» Exercise brief
Output each line of the data word for word, from the first through the line that holds "ring mcp: (294, 223)", and leave off whatever follows.

(Skeletal landmark data)
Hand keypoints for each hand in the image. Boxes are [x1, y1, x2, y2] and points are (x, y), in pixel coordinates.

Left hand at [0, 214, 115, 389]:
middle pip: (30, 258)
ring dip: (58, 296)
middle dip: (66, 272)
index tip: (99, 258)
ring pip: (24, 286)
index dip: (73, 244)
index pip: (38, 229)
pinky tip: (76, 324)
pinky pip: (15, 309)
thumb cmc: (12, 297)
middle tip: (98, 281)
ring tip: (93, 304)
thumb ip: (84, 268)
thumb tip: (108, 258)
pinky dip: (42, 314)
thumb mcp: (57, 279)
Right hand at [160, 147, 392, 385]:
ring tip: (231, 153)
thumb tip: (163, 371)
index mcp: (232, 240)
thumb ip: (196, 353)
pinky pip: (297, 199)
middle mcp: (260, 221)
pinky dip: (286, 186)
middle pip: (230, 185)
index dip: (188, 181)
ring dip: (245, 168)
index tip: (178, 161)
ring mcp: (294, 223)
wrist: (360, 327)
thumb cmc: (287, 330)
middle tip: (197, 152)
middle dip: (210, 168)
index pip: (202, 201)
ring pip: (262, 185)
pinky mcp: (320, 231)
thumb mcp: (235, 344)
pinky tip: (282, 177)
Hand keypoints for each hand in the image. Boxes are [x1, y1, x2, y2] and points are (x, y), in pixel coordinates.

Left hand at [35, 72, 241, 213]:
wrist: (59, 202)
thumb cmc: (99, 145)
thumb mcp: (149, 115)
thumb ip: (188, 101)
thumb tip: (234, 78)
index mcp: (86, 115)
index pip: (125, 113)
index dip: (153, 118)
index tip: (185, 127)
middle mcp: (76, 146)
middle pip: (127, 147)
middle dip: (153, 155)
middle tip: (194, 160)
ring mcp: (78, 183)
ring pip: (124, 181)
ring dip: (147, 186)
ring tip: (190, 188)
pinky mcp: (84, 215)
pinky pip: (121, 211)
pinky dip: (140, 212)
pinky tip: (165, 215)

» Solved exercise
Hand keypoints for each hand in the image. Boxes are [x1, y1, x2, y2] and points are (x, y), in pixel coordinates.

Left hand at [0, 214, 115, 389]:
middle pip: (30, 258)
ring dip: (58, 296)
middle dip: (66, 272)
index tip: (99, 258)
ring pip: (24, 286)
index dip: (73, 244)
index pip: (38, 229)
pinky tip: (76, 324)
pinky pip: (15, 309)
thumb cmc: (12, 297)
middle tip: (98, 281)
ring tip: (93, 304)
thumb ip: (84, 268)
thumb tip: (108, 258)
pinky dip: (42, 314)
thumb mcp: (57, 279)
Right hand at [160, 147, 392, 385]:
ring tip: (231, 153)
thumb tip: (163, 371)
index mcp: (232, 240)
thumb ip: (196, 353)
pinky pip: (297, 199)
middle mcp: (260, 221)
pinky dip: (286, 186)
middle pip: (230, 185)
index dip: (188, 181)
ring dip: (245, 168)
index tip: (178, 161)
ring mcp: (294, 223)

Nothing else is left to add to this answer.